Will providers taking on more risk produce create cost savings and better healthcare for the underserved? Healthcare experts April Wortham Collins and Dutch Dwight weigh in.
The ACO. It was hailed as the care delivery and payment model that would cure healthcare’s inefficiency ills and financial woes. While we’ve seen some quality improvement from Medicare’s Shared Savings Program, the U.S government has yet to see actual savings. Now, CMS has unveiled a more enticing model for providers to take on more risk—but will it work?
According to Kaiser, last year Medicare paid $60 billion to 353 ACOs (Accountable Care Organizations) to take care of nearly 6 million Medicare beneficiaries. Some ACO’s were successful in reducing the use of hospitals and other costly resources. Nevertheless, the ACO program resulted in a net loss of nearly $3 million to the Medicare trust fund after paying the bonuses to the strongest performers; a far cry from Medicaid’s 2011 predication of the anticipated savings between $10 and $350 million.
The problem? Too many providers were not willing to take on the risk. Only seven percent of ACOs opted for high-risk/high reward in 2014, where they had the potential to earn larger bonuses but would have to accept the risk if those patients cost Medicare more than anticipated. Most ACO’s opted to avoid the potential financial punishment even if it meant the potential bonuses would be smaller. Risk aversion was so great, in fact, Medicare increased the participation period to up to six years without fear of penalty. However, it seems CMS knew it needed a better plan to get more providers on board.
“As we’ve seen from the Medicare Shared Savings Program, far too many ACOs have been content to take the safer, yet less effective, shared-savings approach to population health management,” said April Wortham Collins, Senior Analyst at Decision Resources Group, a healthcare research and consulting firm based in Burlington, MA. “Yet, the Pioneer model has proven too ambitious for many of the country’s most advanced integrated delivery networks. The fact that at least five of the first 21 Next Generation ACOs are former Pioneer ACOs, and most of the remainder are shared-savings model ACOs now moving to risk, tells me that these organizations have not given up on accountable care — and neither has CMS.”
The new model announced on January 11th, allows participants to take on higher levels of financial risk (up to 100 percent), than those participating in current initiatives. The risk may be greater but so are the opportunities to share in the model’s savings through better care coordination and care management. Those participating will receive their budgets prospectively to plan and manage care around these financial targets from the outset as well as choose from more flexible payment options.

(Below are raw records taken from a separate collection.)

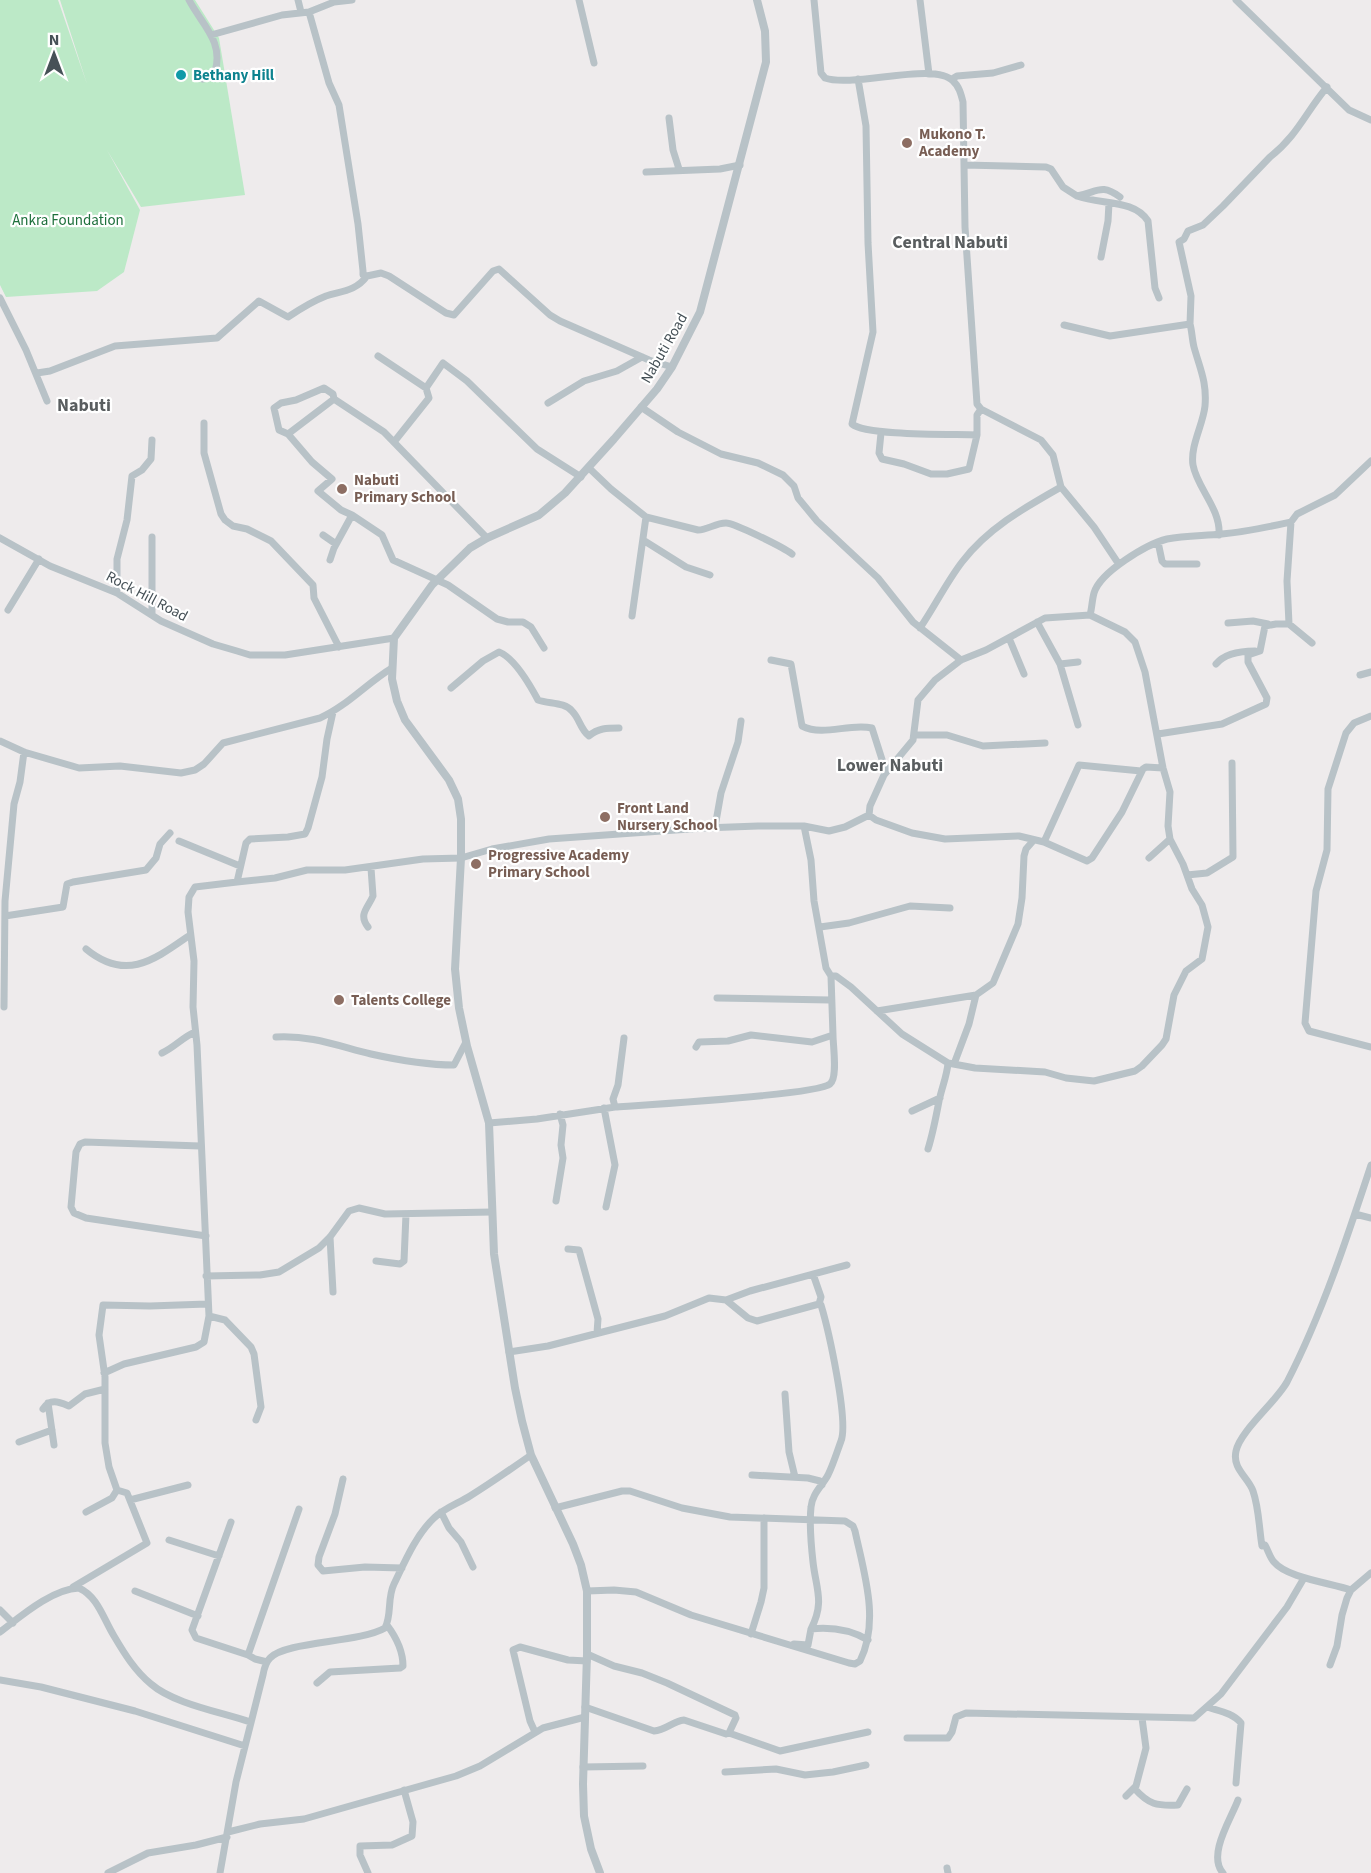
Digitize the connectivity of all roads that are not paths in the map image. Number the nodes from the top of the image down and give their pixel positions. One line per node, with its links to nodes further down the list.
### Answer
1 (189, 0): 10 (street)
2 (298, 0): 9 (street)
3 (352, 0): 9 (street)
4 (579, 0): 11 (street)
5 (757, 0): 20 (street, Nabuti Road)
6 (814, 0): 14 (street)
7 (920, 0): 13 (street)
8 (1236, 0): 17 (street)
9 (305, 12): 10 (street); 28 (street)
10 (212, 35): 16 (street)
11 (594, 63)
12 (1021, 65): 15 (street)
13 (929, 74): 14 (street); 15 (street)
14 (858, 79): 44 (street)
15 (952, 79): 21 (street)
16 (203, 80)
17 (1327, 87): 19 (street); 31 (street)
18 (669, 118): 22 (street)
19 (1371, 120)
20 (740, 165): 22 (street); 35 (street, Nabuti Road)
21 (964, 165): 24 (street); 42 (street)
22 (679, 170): 23 (street)
23 (646, 172)
24 (1077, 196): 25 (street); 26 (street)
25 (1120, 197)
26 (1109, 203): 27 (street); 30 (street)
27 (1101, 257)
28 (367, 276): 34 (street); 36 (street)
29 (0, 298): 36 (street)
30 (1159, 298)
31 (1190, 324): 32 (street); 57 (street)
32 (1064, 325)
33 (378, 356): 37 (street)
34 (642, 357): 35 (street); 40 (street)
35 (672, 367): 41 (street, Nabuti Road)
36 (37, 373): 39 (street)
37 (426, 388): 48 (street); 51 (street)
38 (334, 399): 45 (street); 45 (street); 48 (street)
39 (47, 400)
40 (548, 403)
41 (641, 407): 50 (street, Nabuti Road); 80 (street)
42 (981, 409): 46 (street); 52 (street)
43 (204, 423): 84 (street)
44 (881, 433): 46 (street); 46 (street)
45 (288, 434): 53 (street)
46 (977, 435)
47 (152, 440): 71 (street)
48 (394, 442): 60 (street)
49 (1371, 461): 55 (street)
50 (589, 468): 51 (street, Nabuti Road); 54 (street)
51 (581, 477): 60 (street, Nabuti Road)
52 (1061, 487): 67 (street); 80 (street)
53 (352, 515): 63 (street); 70 (street)
54 (646, 517): 61 (street); 64 (street)
55 (1291, 522): 57 (street); 79 (street)
56 (323, 535): 63 (street)
57 (1219, 535): 62 (street)
58 (152, 537): 73 (street)
59 (0, 538): 65 (street, Rock Hill Road)
60 (487, 538): 70 (street, Nabuti Road)
61 (644, 540): 69 (street); 75 (street)
62 (1158, 542): 67 (street); 68 (street)
63 (336, 544): 66 (street)
64 (792, 554)
65 (39, 559): 71 (street, Rock Hill Road); 72 (street)
66 (330, 560)
67 (1119, 563): 74 (street)
68 (1197, 564)
69 (710, 575)
70 (437, 580): 82 (street, Nabuti Road); 85 (street)
71 (117, 593): 73 (street, Rock Hill Road)
72 (8, 610)
73 (152, 615): 84 (street, Rock Hill Road)
74 (1090, 615): 76 (street); 102 (street)
75 (632, 616)
76 (1037, 622): 81 (street); 90 (street)
77 (1228, 623): 78 (street)
78 (1268, 624): 79 (street); 86 (street)
79 (1289, 624): 83 (street)
80 (920, 628): 88 (street)
81 (1009, 638): 88 (street); 94 (street)
82 (394, 639): 84 (street, Rock Hill Road); 92 (street)
83 (1312, 643)
84 (339, 647)
85 (544, 648)
86 (1260, 651): 91 (street); 102 (street)
87 (771, 660): 110 (street)
88 (961, 660): 103 (street)
89 (1078, 662): 90 (street)
90 (1060, 664): 100 (street)
91 (1216, 664)
92 (392, 668): 97 (street); 119 (street)
93 (1371, 672): 95 (street)
94 (1024, 674)
95 (1360, 675)
96 (452, 688): 101 (street)
97 (333, 712): 106 (street); 121 (street)
98 (1371, 716): 144 (street)
99 (741, 721): 113 (street)
100 (1078, 725)
101 (619, 728)
102 (1158, 734): 108 (street)
103 (915, 735): 105 (street); 110 (street)
104 (0, 741): 106 (street)
105 (1045, 743)
106 (24, 752): 126 (street)
107 (1232, 763): 123 (street)
108 (1163, 768): 109 (street); 115 (street)
109 (1142, 771): 118 (street); 118 (street)
110 (886, 772): 111 (street)
111 (869, 815): 112 (street); 117 (street)
112 (804, 826): 113 (street); 129 (street)
113 (715, 827): 119 (street)
114 (170, 833): 126 (street)
115 (1170, 839): 120 (street); 123 (street)
116 (179, 841): 121 (street)
117 (1033, 841): 118 (street); 133 (street)
118 (1044, 843)
119 (461, 858): 122 (street); 142 (street)
120 (1149, 858)
121 (240, 866): 124 (street)
122 (371, 868): 124 (street); 128 (street)
123 (1187, 875): 146 (street)
124 (237, 882): 130 (street)
125 (950, 908): 129 (street)
126 (5, 916): 127 (street)
127 (2, 925): 136 (street)
128 (368, 927)
129 (820, 927): 132 (street)
130 (190, 935): 131 (street); 138 (street)
131 (86, 949)
132 (831, 976): 135 (street); 137 (street)
133 (976, 995): 137 (street); 146 (street)
134 (717, 998): 135 (street)
135 (830, 1000): 139 (street)
136 (4, 1007)
137 (877, 1011): 146 (street)
138 (195, 1032): 145 (street); 153 (street)
139 (833, 1035): 143 (street); 148 (street)
140 (276, 1037): 142 (street)
141 (624, 1038): 148 (street)
142 (466, 1041): 152 (street)
143 (696, 1047)
144 (1371, 1047)
145 (162, 1053)
146 (951, 1064): 147 (street)
147 (940, 1098): 150 (street); 154 (street)
148 (615, 1107): 149 (street)
149 (604, 1108): 151 (street); 157 (street)
150 (912, 1111)
151 (560, 1114): 152 (street); 156 (street)
152 (489, 1123): 158 (street)
153 (200, 1146): 162 (street); 162 (street)
154 (928, 1149)
155 (1371, 1165): 160 (street)
156 (556, 1201)
157 (606, 1207)
158 (492, 1212): 159 (street); 175 (street)
159 (405, 1214): 163 (street); 165 (street)
160 (1355, 1214): 161 (street); 203 (street)
161 (1371, 1218)
162 (206, 1236): 168 (street)
163 (330, 1237): 168 (street); 169 (street)
164 (568, 1249): 174 (street)
165 (376, 1261)
166 (847, 1265): 167 (street)
167 (813, 1274): 170 (street); 172 (street)
168 (206, 1276): 171 (street)
169 (333, 1292)
170 (726, 1300): 172 (street); 174 (street)
171 (207, 1304): 173 (street); 176 (street)
172 (819, 1304): 188 (street)
173 (209, 1316): 176 (street); 179 (street)
174 (597, 1333): 175 (street)
175 (509, 1352): 183 (street)
176 (104, 1372): 177 (street)
177 (105, 1389): 180 (street); 189 (street)
178 (784, 1394): 185 (street)
179 (256, 1420)
180 (52, 1430): 181 (street); 182 (street)
181 (19, 1442)
182 (54, 1445)
183 (531, 1455): 191 (street); 194 (street)
184 (752, 1475): 185 (street)
185 (795, 1477): 188 (street)
186 (343, 1479): 201 (street)
187 (188, 1485): 190 (street)
188 (822, 1485): 196 (street)
189 (117, 1490): 190 (street); 193 (street)
190 (130, 1500): 204 (street)
191 (555, 1508): 195 (street); 207 (street)
192 (299, 1509): 217 (street)
193 (86, 1512)
194 (441, 1512): 200 (street); 201 (street)
195 (764, 1518): 196 (street); 214 (street)
196 (810, 1519): 212 (street); 215 (street)
197 (231, 1522): 199 (street)
198 (169, 1540): 199 (street)
199 (219, 1556): 209 (street)
200 (473, 1567)
201 (402, 1568): 211 (street)
202 (1371, 1573): 205 (street)
203 (1304, 1578): 205 (street); 224 (street)
204 (71, 1588): 210 (street); 227 (street)
205 (1351, 1590): 220 (street)
206 (135, 1591): 209 (street)
207 (587, 1591): 214 (street); 218 (street)
208 (0, 1610): 210 (street)
209 (198, 1616): 217 (street)
210 (12, 1623): 213 (street)
211 (387, 1625): 219 (street); 222 (street)
212 (811, 1629): 215 (street); 216 (street)
213 (0, 1632)
214 (751, 1634): 216 (street)
215 (868, 1640): 216 (street)
216 (780, 1642)
217 (248, 1655): 219 (street)
218 (587, 1657): 223 (street); 228 (street); 230 (street)
219 (267, 1662): 227 (street)
220 (1330, 1665)
221 (0, 1680): 232 (street)
222 (317, 1683)
223 (585, 1707): 225 (street); 230 (street)
224 (1208, 1707): 226 (street); 237 (street)
225 (585, 1717): 228 (street); 235 (street)
226 (1142, 1718): 231 (street); 238 (street)
227 (250, 1722): 232 (street)
228 (535, 1732): 240 (street)
229 (868, 1732): 230 (street)
230 (729, 1733)
231 (907, 1738)
232 (245, 1746): 243 (street)
233 (866, 1765): 236 (street)
234 (643, 1766): 235 (street)
235 (583, 1767): 247 (street)
236 (725, 1772)
237 (1236, 1783)
238 (1134, 1788): 239 (street); 241 (street)
239 (1187, 1789)
240 (404, 1790): 243 (street); 246 (street)
241 (1126, 1796)
242 (1238, 1800): 248 (street)
243 (227, 1835): 244 (street); 245 (street)
244 (108, 1873)
245 (220, 1873)
246 (368, 1873)
247 (600, 1873)
248 (1223, 1873)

As Collins had mentioned, there are currently 21 ACOs participating in the Next Generation ACO program in the following states: Maine, Massachusetts, Pennsylvania, North Carolina, Florida, Michigan, Indiana, Wisconsin, Illinois, Minnesota, Iowa, Texas, Arizona, and California. It’s an ambitious yet necessary step in the process; for the program to pay off, providers are going to have to pay up.
“If ACOs are ever going to reach their full potential, participating providers must take on financial responsibility for clinical quality and patient outcomes. There is no accountability without downside risk,” said Collins. “CMS recognizes this, and the Next Generation Model is its latest effort to nudge ACOs into accepting risk by allowing them access to the necessary tools— telemedicine, as an example— and ‘sweetening the pot’ when they meet or exceed quality metrics while reducing overall spending.”
The move is reflective of the push and promise of telehealth services touted to improve population health management initiatives by filling in those care coordination gaps and reaching the underserved. “The re-evaluation by CMS is evident in their messaging: ‘test the use of pre-paid shared savings to encourage new ACOs to form in rural and underserved areas and to encourage current Medicare Shared Savings Program ACOs to transition to arrangements with greater financial risk,’” said Timothy H ‘Dutch’ Dwight, vice president of business development for Medullan, a digital health innovation firm based in Cambridge, MA. “Critical access hospitals can now potentially become profit centers while serving their constituents, versus consistent centers for losses. I believe that this change will create opportunities to innovate in these regions in such great need.”
Still, the question as to how far one can reach the underserved via technology will continually be called into question. With both ACO adoption and telehealth still in the age of infancy, it will be interesting to see how its effectiveness matures and what true impact it will have on healthcare delivery.
“Telemedicine is not an ‘Internet of Things’ solution. Remember, the vast majority of these households are reachable only through land lines, not wireless,” said Dwight. “These critical access hospitals could become the true test beds for innovation and investment. These patients want to be touched. They are not adverse to relationships with people. The more you touch these patients and help them, the more they will respond and the lower the cost of care will be. In the end, healthcare is about people and communities of people helping each other.”
There may be more questions than answers as to what will happen with this new payment model in the works. Yet, one things seems certain, the “A” in accountable care means someone other than the U.S government has to be held accountable. The system can no longer fit the bill. Looks like the true cost of healthcare’s transformation will be more evenly divided—let’s hope it pays off in the end, for providers and patients alike.